## Task inputs

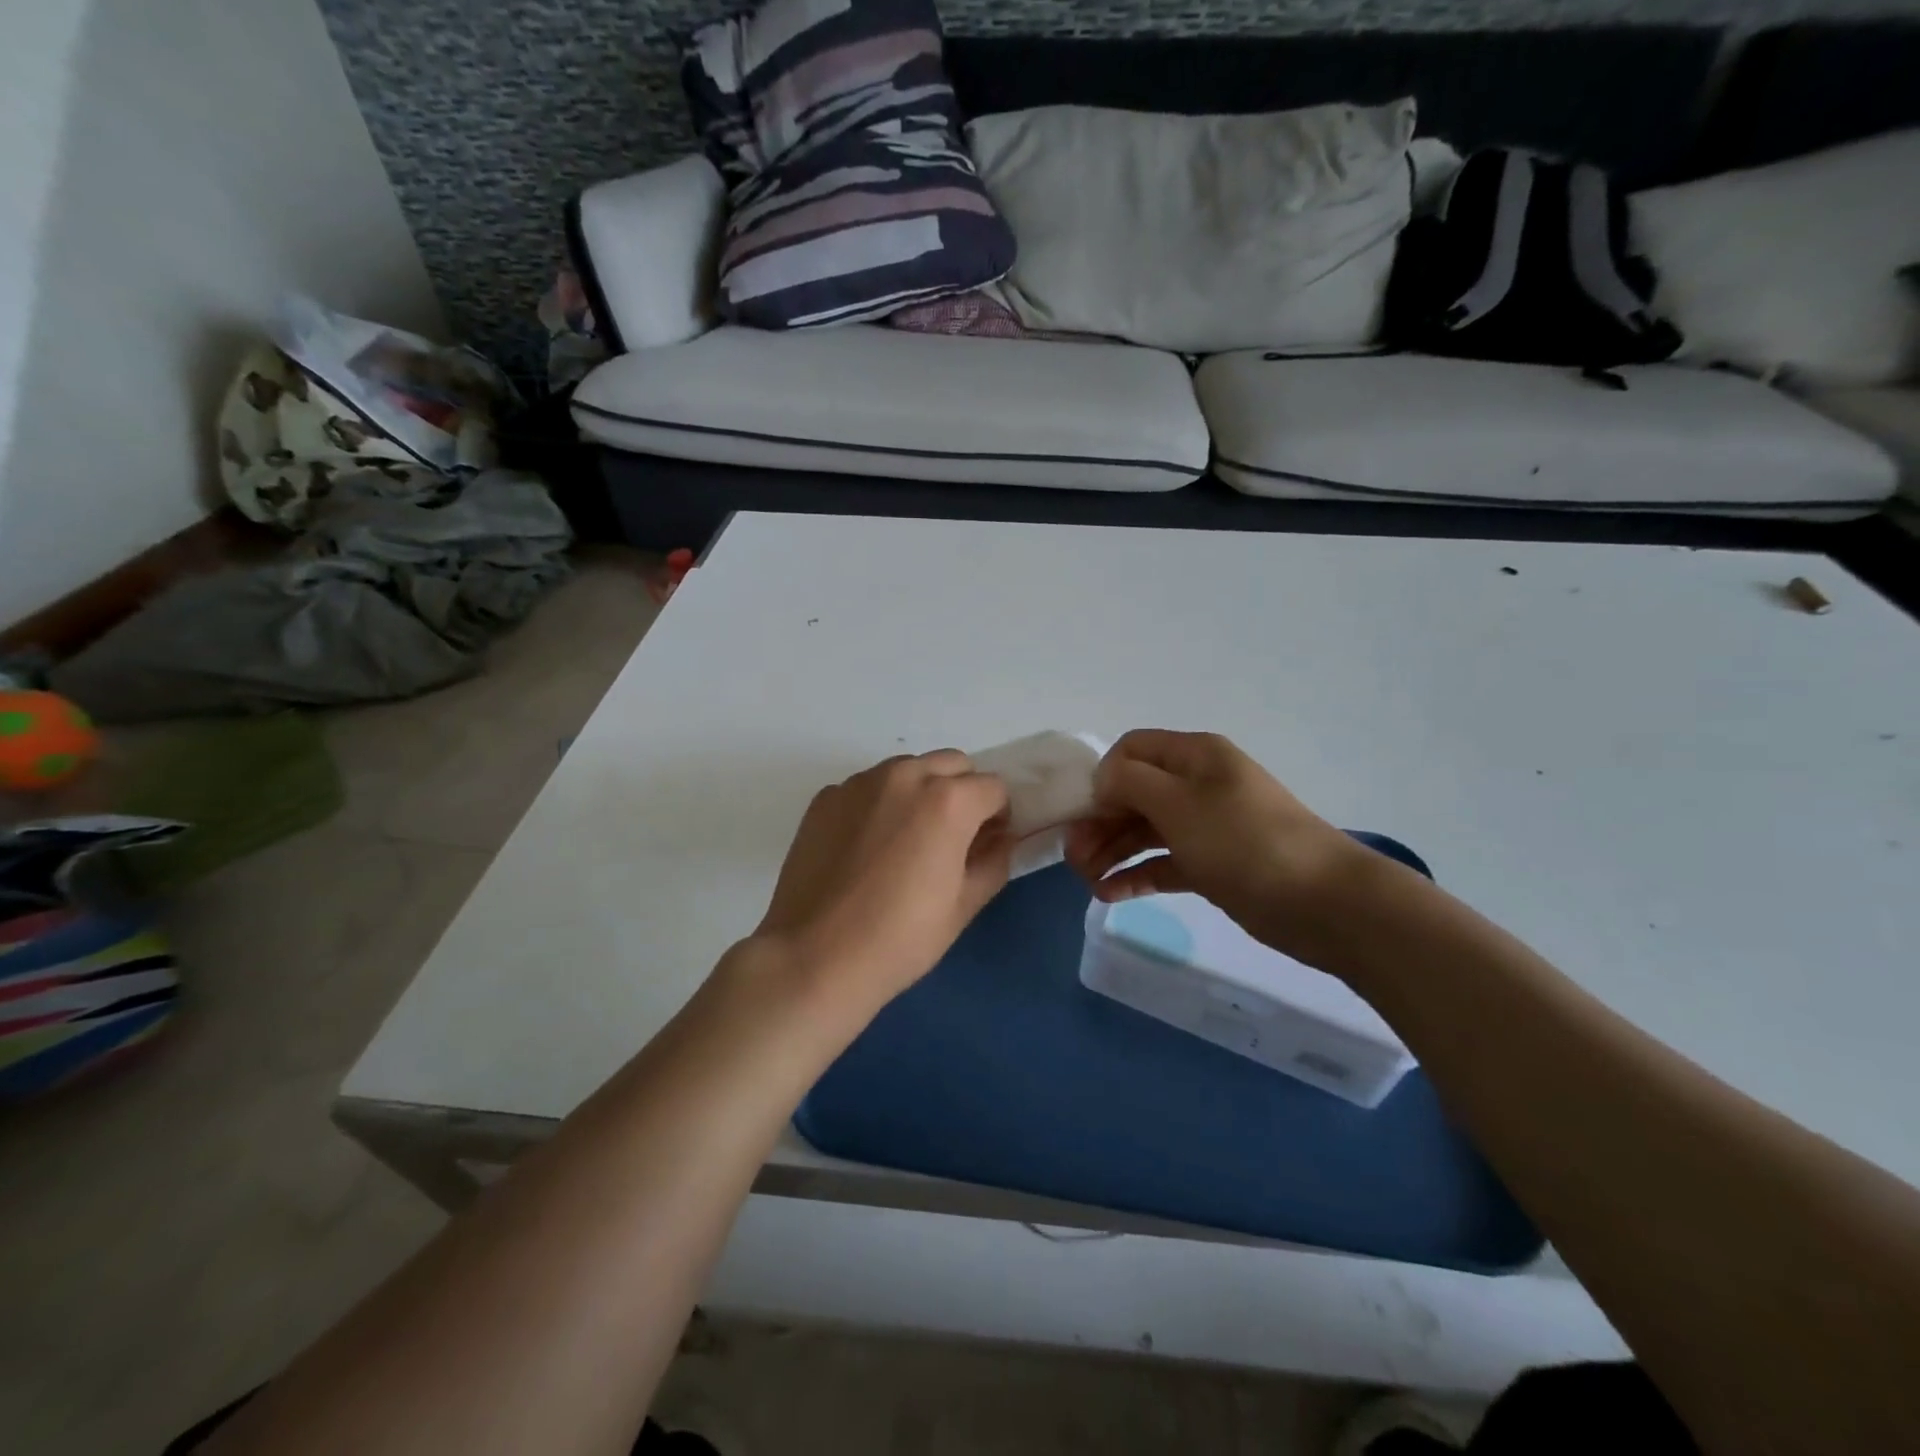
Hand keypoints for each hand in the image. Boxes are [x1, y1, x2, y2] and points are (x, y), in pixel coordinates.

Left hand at [749, 751, 1012, 1014]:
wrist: (814, 958)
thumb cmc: (900, 939)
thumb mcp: (963, 906)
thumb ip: (994, 860)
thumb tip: (1001, 838)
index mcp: (948, 800)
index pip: (994, 788)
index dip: (998, 816)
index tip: (987, 844)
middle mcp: (905, 776)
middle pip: (952, 765)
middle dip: (963, 792)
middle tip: (951, 838)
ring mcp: (860, 783)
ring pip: (908, 769)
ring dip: (921, 791)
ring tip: (906, 840)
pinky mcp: (826, 797)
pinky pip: (868, 787)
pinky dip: (880, 803)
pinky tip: (866, 848)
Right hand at [1064, 730, 1371, 965]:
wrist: (1323, 902)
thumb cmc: (1243, 842)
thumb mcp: (1178, 803)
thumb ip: (1129, 782)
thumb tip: (1102, 779)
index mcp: (1194, 756)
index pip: (1132, 750)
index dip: (1102, 777)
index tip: (1083, 812)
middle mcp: (1198, 784)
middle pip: (1134, 794)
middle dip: (1099, 822)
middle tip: (1073, 859)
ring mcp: (1207, 826)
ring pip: (1145, 830)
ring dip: (1112, 851)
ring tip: (1086, 881)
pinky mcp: (1213, 865)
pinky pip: (1164, 862)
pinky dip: (1137, 874)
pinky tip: (1109, 894)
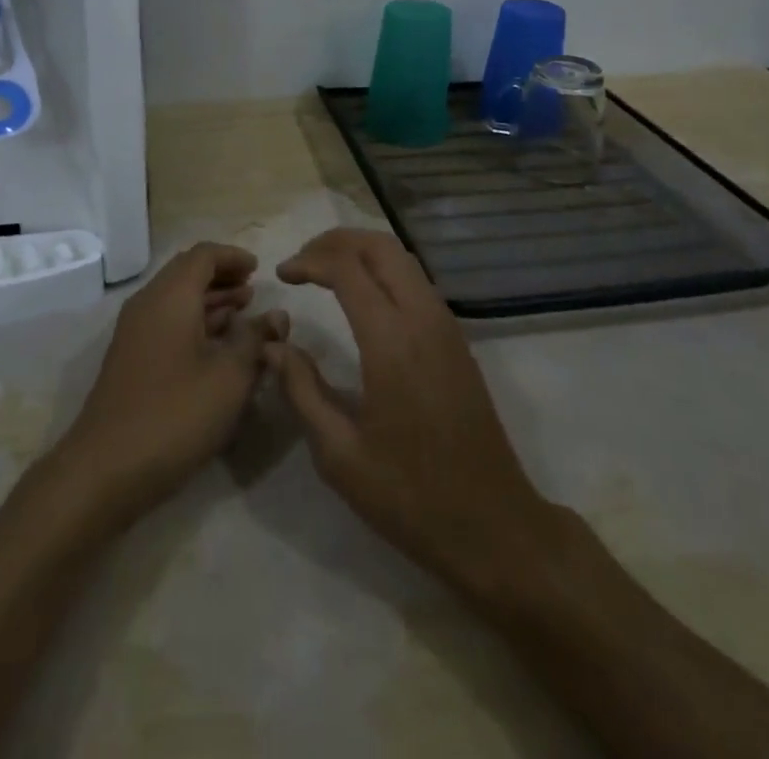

## Task details
Using the records above, gather all lines where the string "pinky" is present.

## Task response
pinky mcp: (826, 797)
pinky pip: (868, 787)
pinky dip: (880, 803)
pinky tip: (866, 848)
pinky mcp: (1213, 865)
pinky pip: (1164, 862)
pinky dip: (1137, 874)
pinky tip: (1109, 894)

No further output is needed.